Adding Integers
Interpreters, Iteration 5
User Story
User Story #5: Interpreter evaluates a two-value sum.
A Hobbes program can be the addition of two values (any combination of integers and strings).
Examples: 2 + 3
and "hi " + "there"
.
These evaluate to 5
and hi there
,
respectively.
For this particular iteration, you're only going to worry about adding two integers together.
Exploring ASTs and TIRs
Now the structure and workings of ASTs and TIRs become more important. A single integer or single string can be represented as one object. But a sum has to be represented as three objects (at least): the two operands and the operator.
Storing these three objects should reflect the structure of the original program. The structure of the program tells us how to interpret the code, so presumably your interpreters should know and use the structure.

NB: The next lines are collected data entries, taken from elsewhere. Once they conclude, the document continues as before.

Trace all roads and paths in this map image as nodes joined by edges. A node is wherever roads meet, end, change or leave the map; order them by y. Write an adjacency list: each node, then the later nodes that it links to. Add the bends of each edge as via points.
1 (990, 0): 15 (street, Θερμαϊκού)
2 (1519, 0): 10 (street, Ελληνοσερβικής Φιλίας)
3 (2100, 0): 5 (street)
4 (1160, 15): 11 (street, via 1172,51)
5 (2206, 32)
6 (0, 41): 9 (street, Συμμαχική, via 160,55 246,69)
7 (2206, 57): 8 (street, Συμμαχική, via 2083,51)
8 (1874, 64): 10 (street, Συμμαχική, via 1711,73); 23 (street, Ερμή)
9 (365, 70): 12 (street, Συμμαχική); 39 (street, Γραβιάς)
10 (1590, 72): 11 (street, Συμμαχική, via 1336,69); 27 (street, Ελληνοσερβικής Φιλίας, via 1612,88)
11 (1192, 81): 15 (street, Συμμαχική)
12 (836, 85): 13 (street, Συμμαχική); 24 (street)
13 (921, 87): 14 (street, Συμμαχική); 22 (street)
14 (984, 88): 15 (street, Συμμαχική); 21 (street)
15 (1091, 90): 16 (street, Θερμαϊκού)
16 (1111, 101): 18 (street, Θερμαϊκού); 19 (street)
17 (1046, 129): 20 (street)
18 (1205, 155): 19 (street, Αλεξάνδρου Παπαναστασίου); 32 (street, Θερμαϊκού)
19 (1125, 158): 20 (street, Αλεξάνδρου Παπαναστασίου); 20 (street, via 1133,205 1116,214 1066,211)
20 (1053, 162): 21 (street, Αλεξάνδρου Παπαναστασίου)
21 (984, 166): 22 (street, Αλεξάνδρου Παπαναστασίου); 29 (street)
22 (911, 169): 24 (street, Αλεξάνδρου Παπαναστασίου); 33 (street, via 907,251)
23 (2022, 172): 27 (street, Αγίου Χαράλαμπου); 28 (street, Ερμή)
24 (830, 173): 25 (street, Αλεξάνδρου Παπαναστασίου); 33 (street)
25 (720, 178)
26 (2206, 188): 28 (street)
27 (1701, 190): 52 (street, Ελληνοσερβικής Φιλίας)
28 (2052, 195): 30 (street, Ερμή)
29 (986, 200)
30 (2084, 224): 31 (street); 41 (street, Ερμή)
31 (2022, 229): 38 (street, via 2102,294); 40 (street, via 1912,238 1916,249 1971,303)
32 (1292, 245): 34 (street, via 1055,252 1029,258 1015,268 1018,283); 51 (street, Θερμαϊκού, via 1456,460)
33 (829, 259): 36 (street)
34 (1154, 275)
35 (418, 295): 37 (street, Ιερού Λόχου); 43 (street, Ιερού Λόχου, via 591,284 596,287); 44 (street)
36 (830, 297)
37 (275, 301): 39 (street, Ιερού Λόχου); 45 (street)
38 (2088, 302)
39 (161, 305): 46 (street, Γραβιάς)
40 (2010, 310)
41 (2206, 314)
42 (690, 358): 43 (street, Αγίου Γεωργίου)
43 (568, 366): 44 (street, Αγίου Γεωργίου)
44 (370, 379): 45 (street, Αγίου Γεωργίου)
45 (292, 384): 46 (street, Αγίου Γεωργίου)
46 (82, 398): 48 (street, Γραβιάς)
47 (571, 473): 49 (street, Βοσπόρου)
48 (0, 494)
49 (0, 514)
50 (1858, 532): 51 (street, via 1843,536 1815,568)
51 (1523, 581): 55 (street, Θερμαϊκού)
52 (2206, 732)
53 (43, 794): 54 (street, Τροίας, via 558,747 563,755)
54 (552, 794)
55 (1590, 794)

The front end of an interpreter (or compiler) is the portion of the interpreter that reads the input (a stream of characters) and turns it into a useful data structure. The back end (the part you're writing) does the actual interpreting using the useful data structure.

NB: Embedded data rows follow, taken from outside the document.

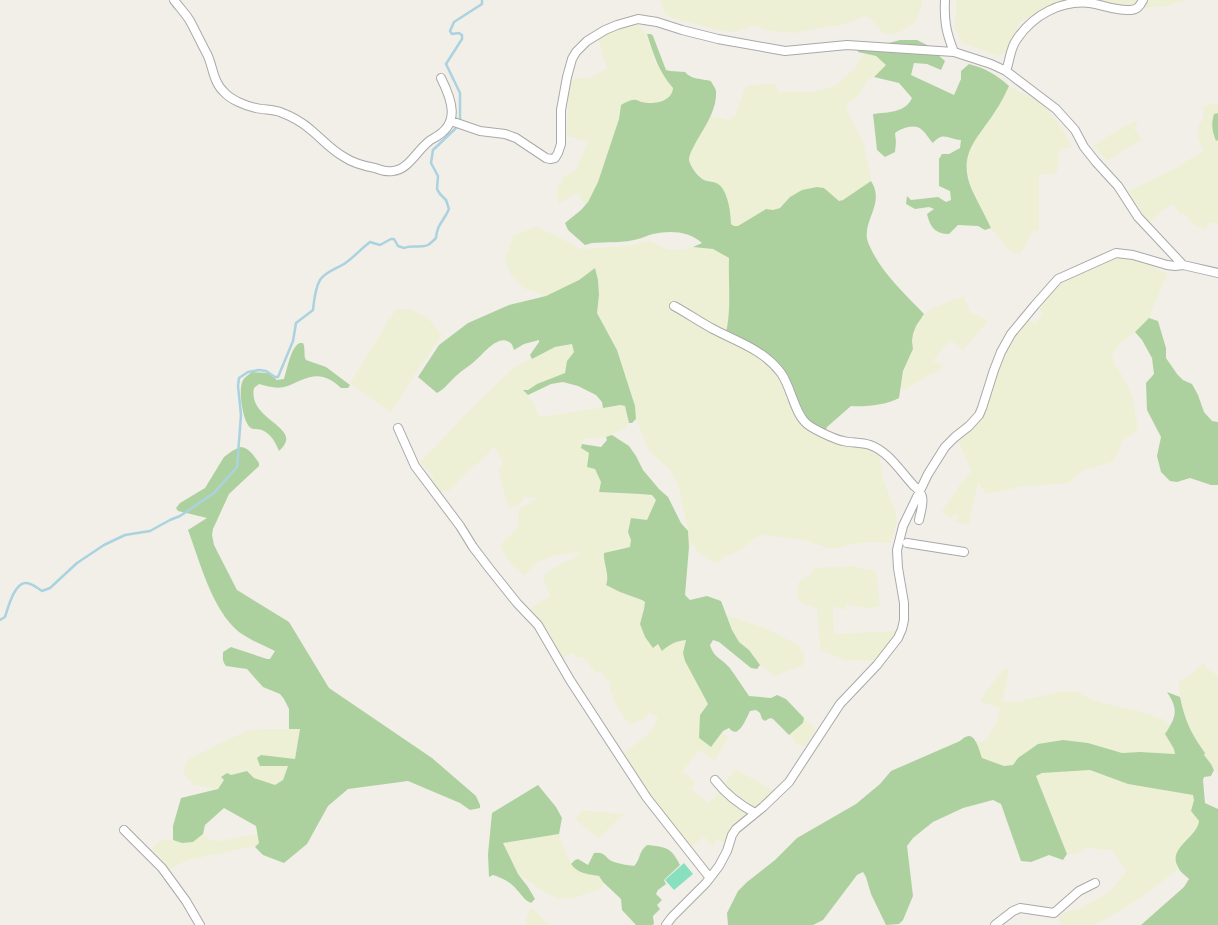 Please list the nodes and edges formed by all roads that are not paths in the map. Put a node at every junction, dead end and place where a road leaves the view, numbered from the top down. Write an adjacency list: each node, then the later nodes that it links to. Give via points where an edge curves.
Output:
1 (174, 0): 7 (street, via 190,20 223,91 238,101 256,108 278,111 292,117 351,161 394,171 420,152 428,141)
2 (945, 0): 4 (street, via 944,21)
3 (1143, 0): 5 (street, via 1137,9 1122,10 1090,3 1076,3 1055,8 1041,15 1016,40)
4 (954, 52): 5 (street); 7 (street, via 847,45 785,51 718,39 638,19 605,30 587,41 572,58 561,110 561,144 555,158 546,158 516,138 505,134 480,131)
5 (1006, 71): 8 (street, via 1056,109 1096,162 1118,186 1138,217)
6 (441, 78): 7 (street)
7 (457, 123)
8 (1183, 265): 9 (street); 12 (street, via 1167,265 1116,253 1058,279 1011,334 994,370 979,415 945,447)
9 (1218, 273)
10 (674, 306): 12 (street, via 712,329 747,345 772,362 782,374 805,423 843,441 869,445 880,450)
11 (398, 428): 19 (street, via 415,466 489,568 538,625 570,680 647,798)
12 (920, 490): 13 (street, via 922,494); 17 (street, via 903,526 897,550 904,603 904,620 898,638 877,665 840,704 789,782)
13 (919, 520)
14 (907, 543): 15 (street)
15 (964, 552)
16 (715, 780): 17 (street, via 721,788)
17 (755, 813): 19 (street, via 736,829 719,866)
18 (124, 830): 21 (street, via 162,868)
19 (710, 878): 22 (street)
20 (1095, 883): 23 (street, via 1079,891 1054,913 1020,908)
21 (200, 925)
22 (666, 925)
23 (995, 925)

And the most useful data structure to represent a program: a tree.
Abstract Syntax Trees
An abstract syntax tree (AST) is a tree data structure representing the syntax (i.e., original structure) of the program. ANTLR, a library used in the front end, will generate its own version of an AST from the parser (one of the phases of the front end).

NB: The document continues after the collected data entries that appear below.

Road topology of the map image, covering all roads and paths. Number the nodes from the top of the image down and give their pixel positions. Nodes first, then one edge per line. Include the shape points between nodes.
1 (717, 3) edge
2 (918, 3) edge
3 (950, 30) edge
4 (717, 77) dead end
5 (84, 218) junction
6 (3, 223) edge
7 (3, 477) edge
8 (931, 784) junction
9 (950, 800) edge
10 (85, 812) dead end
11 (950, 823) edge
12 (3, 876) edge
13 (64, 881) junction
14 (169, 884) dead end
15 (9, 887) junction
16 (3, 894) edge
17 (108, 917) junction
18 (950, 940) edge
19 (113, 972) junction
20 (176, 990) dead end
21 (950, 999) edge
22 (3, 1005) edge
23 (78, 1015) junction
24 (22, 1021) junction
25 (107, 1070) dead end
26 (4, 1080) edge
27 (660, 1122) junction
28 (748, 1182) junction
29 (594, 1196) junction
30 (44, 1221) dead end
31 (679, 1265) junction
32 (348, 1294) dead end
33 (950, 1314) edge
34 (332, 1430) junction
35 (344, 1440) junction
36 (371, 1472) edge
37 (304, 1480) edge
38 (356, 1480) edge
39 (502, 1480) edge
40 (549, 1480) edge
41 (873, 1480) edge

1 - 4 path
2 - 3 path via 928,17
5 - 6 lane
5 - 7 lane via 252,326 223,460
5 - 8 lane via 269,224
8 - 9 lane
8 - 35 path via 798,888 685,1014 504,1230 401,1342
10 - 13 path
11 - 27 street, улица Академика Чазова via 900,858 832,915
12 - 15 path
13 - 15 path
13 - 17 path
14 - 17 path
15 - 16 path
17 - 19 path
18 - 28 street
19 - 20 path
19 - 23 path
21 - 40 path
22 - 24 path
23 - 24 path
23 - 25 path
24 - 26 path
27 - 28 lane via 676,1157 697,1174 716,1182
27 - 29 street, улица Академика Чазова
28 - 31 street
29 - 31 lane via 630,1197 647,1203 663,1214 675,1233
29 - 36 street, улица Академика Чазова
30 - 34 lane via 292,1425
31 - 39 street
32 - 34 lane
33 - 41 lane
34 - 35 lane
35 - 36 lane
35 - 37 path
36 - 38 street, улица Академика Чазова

For ANTLR, an AST consists of tokens (i.e., individual elements of a program like a single integer or a single string or a single operator) organized into general tree with an arbitrary number of children.
A single integer would be just a single token wrapped in a single-node tree. You've seen this in testing the interpretation of an integer. Similarly, you've seen how a string is wrapped up the same way. These are hardly trees, of course, because these are hardly programs! However, take two single integers and add them together, and you end up with a more interesting tree.
The expression 5 + 11
is parsed as this AST:

ANTLR's ASTs come with a variety of methods to help navigate
through an AST: getChild(int)
,
addChild(Tree)
, getParent()
. You've
already used the getType()
and getText()
methods.
If you wanted to build this tree yourself, here's some code to do that:
Tree root = new CommonTree(new CommonToken(HobbesParser.OPERATOR, "+")); root.addChild(new CommonTree(new CommonToken(HobbesParser.INTEGER, "5"))); root.addChild(new CommonTree(new CommonToken(HobbesParser.INTEGER, "11")));
Tree Intermediate Representations
ASTs are a procedural way of processing information. You have methods to navigate through the structure of an AST, but the AST itself doesn't really do much. ASTs often only indicate the structure of a program. Sometimes you want to annotate the tree in some ways to provide more information to your interpreter.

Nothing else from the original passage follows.